The cargo
ship Fortunate was attacked by
Nausicaans and the Enterprise lends a helping hand only to find
the crew of the Fortunate has secret
plans – Wikipedia
The good:
Directed
by LeVar Burton.
The
design of the freighter was good. It made sense to have a central section with
modular cargo pods. Also, it looked cool.
Good
establishment of mood when the Enterprise crew encountered the Fortunate crew. I really thought it was
some kind of mutiny at first, and that the X.O. was edgy about them helping
Captain Keene recover.
Great development
episode for Ensign Mayweather. I liked the exposition on the blue-color
“Boomer” culture. It isn’t just fancy pants ships like Enterprise flitting about out there.
The bad:
The cold
open low-gravity football shot. In the moment it was really cool, but it didn’t
hold up at all. At no other time do we see the low-gravity effect. Even in the
same scene, Ryan and Keene appear to be in normal gravity conditions. I suppose
it’s possible that the artificial gravity is off in the middle of the cargo bay
for some reason, but very unlikely. Gravity is normal in every other cargo bay (we
see at least two others during the episode).
They go
out of the way to point out that the freighters are basically sitting ducks.

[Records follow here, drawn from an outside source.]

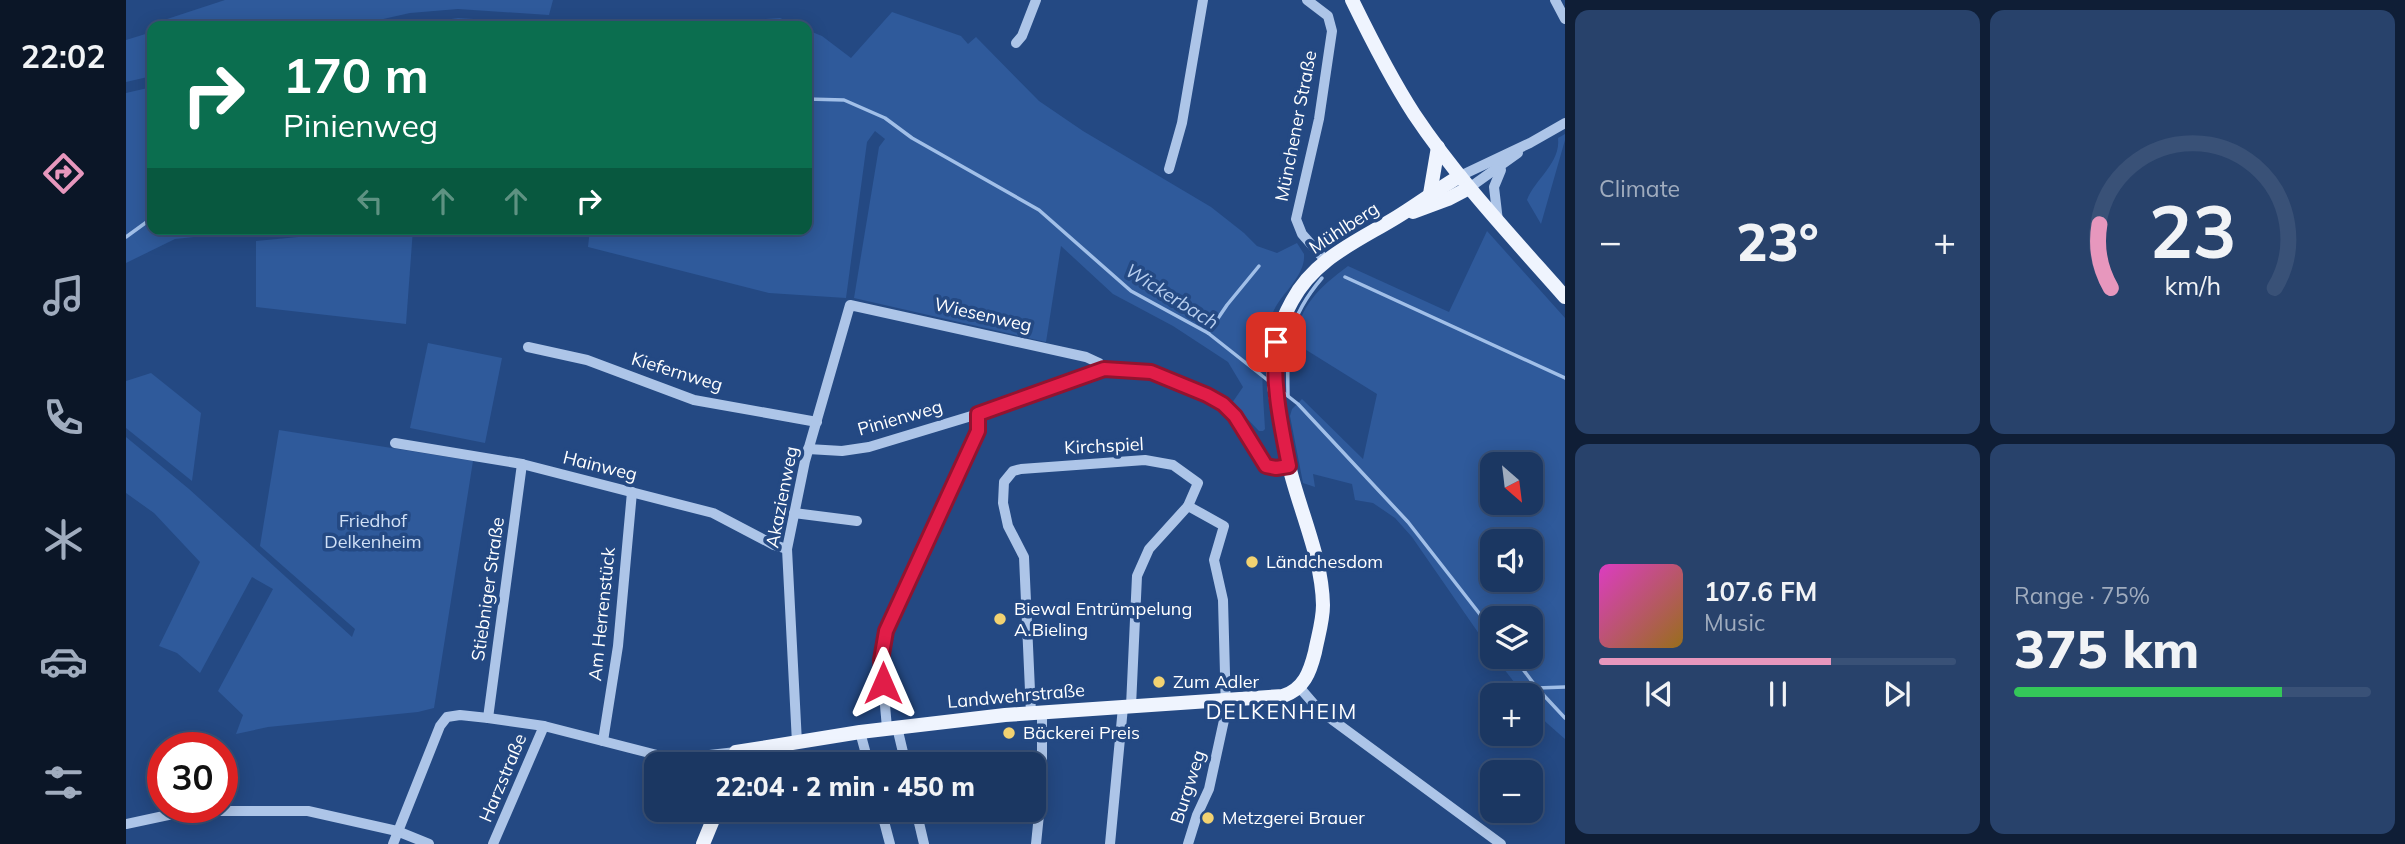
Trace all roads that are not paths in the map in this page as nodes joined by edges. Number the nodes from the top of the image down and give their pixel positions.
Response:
1 (1036, 0) edge
2 (1203, 0) edge
3 (1307, 0) edge
4 (1352, 0) edge
5 (1555, 0) edge
6 (1565, 19) edge
7 (1016, 43) dead end
8 (1565, 122) edge
9 (1530, 143) junction
10 (1437, 147) junction
11 (1503, 166) junction
12 (1169, 169) dead end
13 (1460, 176) junction
14 (1469, 188) junction
15 (1430, 194) junction
16 (1398, 216) junction
17 (1498, 221) junction
18 (1325, 260) junction
19 (1565, 297) edge
20 (850, 305) joint
21 (528, 347) dead end
22 (1104, 369) junction
23 (978, 414) junction
24 (817, 422) junction
25 (395, 443) dead end
26 (808, 449) junction
27 (522, 464) junction
28 (1289, 466) junction
29 (632, 492) junction
30 (1188, 506) junction
31 (794, 513) junction
32 (857, 522) dead end
33 (787, 549) junction
34 (1304, 681) junction
35 (1227, 700) junction
36 (1127, 707) junction
37 (1036, 712) junction
38 (488, 718) junction
39 (544, 726) junction
40 (892, 727) junction
41 (860, 732) junction
42 (604, 740) junction
43 (797, 743) junction
44 (647, 752) edge
45 (762, 752) edge
46 (865, 752) edge
47 (901, 752) edge
48 (713, 822) edge
49 (884, 822) edge
50 (919, 822) edge
51 (126, 824) edge
52 (397, 831) junction
53 (393, 844) edge
54 (429, 844) edge
55 (493, 844) edge
56 (703, 844) edge
57 (890, 844) edge
58 (924, 844) edge
59 (1036, 844) edge
60 (1110, 844) edge
61 (1188, 844) edge
62 (1501, 844) edge

1 - 7 street
2 - 12 street
3 - 18 street, Münchener Straße
4 - 10 main road
5 - 6 street
8 - 9 street
9 - 11 street
9 - 13 street
10 - 13 main road
10 - 15 main road
11 - 14 street
11 - 17 street
13 - 14 main road
13 - 15 main road, Mühlberg
14 - 16 main road, Mühlberg
14 - 17 main road
15 - 16 main road, Mühlberg
16 - 18 main road, Mühlberg
17 - 19 main road
18 - 28 main road, Mühlberg
20 - 22 street, Wiesenweg
20 - 24 street, Akazienweg
21 - 24 street, Kiefernweg
22 - 23 street, Pinienweg
22 - 28 street, Pinienweg
23 - 26 street, Pinienweg
23 - 40 street
24 - 26 street, Akazienweg
25 - 27 street, Hainweg
26 - 31 street, Akazienweg
27 - 29 street, Hainweg
27 - 38 street, Stiebniger Straße
28 - 34 main road, Mühlberg
29 - 33 street, Hainweg
29 - 42 street, Am Herrenstück
30 - 35 street, Burgweg
30 - 36 street
30 - 37 street, Kirchspiel
31 - 32 street
31 - 33 street, Akazienweg
33 - 43 street, Akazienweg
34 - 35 main road, Landwehrstraße
34 - 62 street
35 - 36 main road, Landwehrstraße
35 - 61 street, Burgweg
36 - 37 main road, Landwehrstraße
36 - 60 street
37 - 40 main road, Landwehrstraße
37 - 59 street
38 - 39 street, Landwehrstraße
38 - 52 street, Landwehrstraße
39 - 42 street, Landwehrstraße
39 - 55 street, Harzstraße
40 - 41 main road, Landwehrstraße
40 - 47 street
41 - 43 main road, Landwehrstraße
41 - 46 street
42 - 44 street, Landwehrstraße
43 - 45 main road, Landwehrstraße
48 - 56 main road
49 - 57 street
50 - 58 street
51 - 52 street
52 - 53 street
52 - 54 street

Does that actually make sense? I understand that this is early exploration and
ships are expensive, so providing an armed escort is probably prohibitively
expensive. But is there an actual reason why they can’t just give the
freighters halfway decent weapons? Even so, if their little beam cannon is basically
crap, how did they take out the first Nausican anyway?
More
punch-you-in-the-face style torture. Sorry, probably gonna call it out every
time. I totally understand appropriate for TV and kids, but you could always
set it up by a cut-away. Don’t show it at all, just let us fill in the blanks. Hereafter
referred to as PYITFST.
I always
cringe a little bit when Star Trek captains preach about human exceptionalism
(e.g. nobility, bravery, perseverance, etc.). I get it. That was totally
Roddenberry’s angle from the start, but I’ve never seen it come off anything
but pompous when they actually talk about it.